Pedagogical agent bashing
Lots of my work has to do with “pedagogical agents.” These are virtual characters employed in electronic learning environments for instructional purposes. But what lies behind the lingo? These are images of beings (humans or inanimate objects) that appear in learning modules or tutorials and “do something”. Some of them can hold a conversation with a learner (conversational pedagogical agents) while others present information, decorate the learning environment, or represent some sort of a persona. The second type of agents I call passive or non-conversational pedagogical agents. This is the type that gets employed the most in pedagogical agent research and this is the type of agent that I am going to bash in this post! :)
Pedagogical agents represent one of those technologies that have been presented as greatly beneficial to teaching and learning. Yet, the difference hasn’t been made explicit. Conversational agents, for reasons that I won’t explore here may be beneficial. Passive pedagogical agents however will not have any lasting impact on learning or any lasting impression on students. This is because:
* Pedagogical agents who merely present information to students are boring. Boring is bad. Let me say that again because educational technology researchers/designers might not have got it the first time around: Boring is bad.

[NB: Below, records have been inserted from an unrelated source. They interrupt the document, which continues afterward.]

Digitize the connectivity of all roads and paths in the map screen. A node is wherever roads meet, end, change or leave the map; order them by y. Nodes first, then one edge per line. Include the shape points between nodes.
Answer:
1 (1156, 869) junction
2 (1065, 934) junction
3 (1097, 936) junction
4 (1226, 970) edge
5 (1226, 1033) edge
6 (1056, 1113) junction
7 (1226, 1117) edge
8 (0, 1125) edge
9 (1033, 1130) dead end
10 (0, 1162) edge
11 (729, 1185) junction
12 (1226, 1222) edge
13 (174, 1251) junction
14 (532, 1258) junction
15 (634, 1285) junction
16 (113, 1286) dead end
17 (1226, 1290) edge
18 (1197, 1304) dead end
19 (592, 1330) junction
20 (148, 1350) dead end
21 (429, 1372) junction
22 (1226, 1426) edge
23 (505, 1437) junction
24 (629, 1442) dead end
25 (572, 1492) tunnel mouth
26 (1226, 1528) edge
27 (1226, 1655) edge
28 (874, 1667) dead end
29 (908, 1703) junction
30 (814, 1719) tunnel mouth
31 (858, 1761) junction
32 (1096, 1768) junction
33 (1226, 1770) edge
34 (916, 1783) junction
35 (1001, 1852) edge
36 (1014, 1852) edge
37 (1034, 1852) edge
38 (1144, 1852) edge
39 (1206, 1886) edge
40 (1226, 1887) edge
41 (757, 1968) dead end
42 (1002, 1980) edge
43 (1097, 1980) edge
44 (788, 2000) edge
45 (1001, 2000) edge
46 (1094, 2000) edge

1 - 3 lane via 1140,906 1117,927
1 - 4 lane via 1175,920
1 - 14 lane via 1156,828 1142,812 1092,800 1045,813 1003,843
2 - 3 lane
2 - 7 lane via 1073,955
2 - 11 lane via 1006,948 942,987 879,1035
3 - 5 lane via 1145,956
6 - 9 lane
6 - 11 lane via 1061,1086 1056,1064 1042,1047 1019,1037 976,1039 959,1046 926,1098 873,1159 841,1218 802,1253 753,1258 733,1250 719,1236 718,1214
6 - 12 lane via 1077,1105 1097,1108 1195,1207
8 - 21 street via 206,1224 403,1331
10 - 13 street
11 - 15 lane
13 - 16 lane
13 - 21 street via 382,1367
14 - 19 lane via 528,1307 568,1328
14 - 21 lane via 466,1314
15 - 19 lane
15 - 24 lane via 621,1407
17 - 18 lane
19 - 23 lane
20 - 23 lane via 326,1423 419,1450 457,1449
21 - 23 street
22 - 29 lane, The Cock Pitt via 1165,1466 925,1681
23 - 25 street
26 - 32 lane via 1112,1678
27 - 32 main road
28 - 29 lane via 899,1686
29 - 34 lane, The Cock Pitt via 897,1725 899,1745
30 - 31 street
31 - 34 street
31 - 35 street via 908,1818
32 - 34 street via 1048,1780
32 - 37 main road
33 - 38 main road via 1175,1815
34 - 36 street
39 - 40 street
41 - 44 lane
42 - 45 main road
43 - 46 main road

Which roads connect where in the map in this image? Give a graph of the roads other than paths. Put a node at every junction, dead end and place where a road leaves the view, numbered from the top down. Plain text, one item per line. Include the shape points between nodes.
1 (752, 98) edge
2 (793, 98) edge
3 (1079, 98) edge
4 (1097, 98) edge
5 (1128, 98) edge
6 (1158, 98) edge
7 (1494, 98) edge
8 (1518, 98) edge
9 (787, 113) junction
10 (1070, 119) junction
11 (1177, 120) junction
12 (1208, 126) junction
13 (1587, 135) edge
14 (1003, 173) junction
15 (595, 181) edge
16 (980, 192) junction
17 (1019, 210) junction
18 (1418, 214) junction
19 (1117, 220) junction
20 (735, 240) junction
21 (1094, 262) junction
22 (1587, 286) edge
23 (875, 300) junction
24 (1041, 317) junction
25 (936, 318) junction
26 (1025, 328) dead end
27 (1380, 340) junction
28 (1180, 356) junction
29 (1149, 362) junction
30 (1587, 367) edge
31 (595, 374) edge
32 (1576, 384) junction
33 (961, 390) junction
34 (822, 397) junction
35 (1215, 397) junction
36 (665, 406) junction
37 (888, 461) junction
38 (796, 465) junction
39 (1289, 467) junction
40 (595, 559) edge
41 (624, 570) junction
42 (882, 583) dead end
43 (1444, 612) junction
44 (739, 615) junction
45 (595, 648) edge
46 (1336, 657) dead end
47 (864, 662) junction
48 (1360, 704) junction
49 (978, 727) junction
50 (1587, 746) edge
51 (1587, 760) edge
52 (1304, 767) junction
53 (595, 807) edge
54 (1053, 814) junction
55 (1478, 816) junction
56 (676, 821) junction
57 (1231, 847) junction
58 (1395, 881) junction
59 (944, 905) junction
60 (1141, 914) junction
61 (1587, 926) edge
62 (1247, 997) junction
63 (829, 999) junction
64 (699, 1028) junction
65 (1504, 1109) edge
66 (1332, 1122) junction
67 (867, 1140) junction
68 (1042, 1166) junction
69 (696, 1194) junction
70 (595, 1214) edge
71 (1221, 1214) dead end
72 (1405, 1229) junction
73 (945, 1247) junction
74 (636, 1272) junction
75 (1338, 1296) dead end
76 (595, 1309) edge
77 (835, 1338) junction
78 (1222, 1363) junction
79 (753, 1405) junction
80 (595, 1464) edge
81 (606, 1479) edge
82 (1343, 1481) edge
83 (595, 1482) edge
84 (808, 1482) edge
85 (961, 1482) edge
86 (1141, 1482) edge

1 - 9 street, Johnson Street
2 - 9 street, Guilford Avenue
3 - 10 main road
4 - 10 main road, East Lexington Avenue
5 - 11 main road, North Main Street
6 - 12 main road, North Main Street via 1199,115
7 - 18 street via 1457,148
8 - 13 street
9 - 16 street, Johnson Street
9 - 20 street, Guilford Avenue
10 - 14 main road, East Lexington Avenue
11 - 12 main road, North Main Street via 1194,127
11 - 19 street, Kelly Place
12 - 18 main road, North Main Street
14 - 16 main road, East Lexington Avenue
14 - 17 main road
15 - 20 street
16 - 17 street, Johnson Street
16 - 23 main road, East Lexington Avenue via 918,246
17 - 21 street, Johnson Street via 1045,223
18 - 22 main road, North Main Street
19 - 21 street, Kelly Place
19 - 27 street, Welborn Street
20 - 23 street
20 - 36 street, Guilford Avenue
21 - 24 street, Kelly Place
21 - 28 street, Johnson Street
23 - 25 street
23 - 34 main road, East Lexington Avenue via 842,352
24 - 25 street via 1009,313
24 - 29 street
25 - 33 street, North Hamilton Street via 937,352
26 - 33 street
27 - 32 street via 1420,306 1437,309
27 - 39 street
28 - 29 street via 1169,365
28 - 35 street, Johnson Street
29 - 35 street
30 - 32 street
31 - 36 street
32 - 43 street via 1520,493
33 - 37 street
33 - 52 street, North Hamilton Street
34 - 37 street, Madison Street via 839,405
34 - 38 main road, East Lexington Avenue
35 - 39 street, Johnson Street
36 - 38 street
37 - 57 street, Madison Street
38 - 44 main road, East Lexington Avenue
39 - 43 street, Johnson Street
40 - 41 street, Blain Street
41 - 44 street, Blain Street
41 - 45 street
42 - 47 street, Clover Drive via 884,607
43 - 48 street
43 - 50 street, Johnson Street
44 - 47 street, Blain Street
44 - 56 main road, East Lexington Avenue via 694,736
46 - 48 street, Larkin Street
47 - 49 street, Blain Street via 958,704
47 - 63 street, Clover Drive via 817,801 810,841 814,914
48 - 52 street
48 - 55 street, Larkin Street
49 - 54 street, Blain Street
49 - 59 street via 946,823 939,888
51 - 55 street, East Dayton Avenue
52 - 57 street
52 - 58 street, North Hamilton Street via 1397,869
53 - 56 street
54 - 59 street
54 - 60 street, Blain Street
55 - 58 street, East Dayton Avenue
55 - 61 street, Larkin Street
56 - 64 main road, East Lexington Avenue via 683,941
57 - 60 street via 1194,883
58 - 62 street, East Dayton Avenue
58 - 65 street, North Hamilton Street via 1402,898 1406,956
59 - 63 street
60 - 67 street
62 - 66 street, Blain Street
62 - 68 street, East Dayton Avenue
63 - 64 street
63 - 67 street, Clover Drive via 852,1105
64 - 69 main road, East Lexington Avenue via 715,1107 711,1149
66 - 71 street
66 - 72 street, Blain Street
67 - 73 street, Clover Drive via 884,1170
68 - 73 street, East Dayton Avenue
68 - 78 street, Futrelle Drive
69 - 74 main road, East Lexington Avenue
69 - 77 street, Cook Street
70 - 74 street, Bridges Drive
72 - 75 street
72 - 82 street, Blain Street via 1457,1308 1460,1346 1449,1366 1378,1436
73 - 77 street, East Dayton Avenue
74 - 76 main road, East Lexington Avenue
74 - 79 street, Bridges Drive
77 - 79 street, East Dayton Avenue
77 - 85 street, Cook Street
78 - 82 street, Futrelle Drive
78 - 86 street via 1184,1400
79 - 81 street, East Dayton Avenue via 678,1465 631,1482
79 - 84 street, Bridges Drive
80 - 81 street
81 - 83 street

* Pedagogical agents who don’t allow from deviation from the given task are “oppressive”. To be clear, “oppression” here is compatible to (or derived from) Freire’s description of classroom oppression and democracy.
While I do believe (and have empirical evidence) that the pedagogical agent’s representation influences how people interact with them, passivity isn’t the way forward.
Apologies for the negative post – but to move forward we need to talk about these things too :)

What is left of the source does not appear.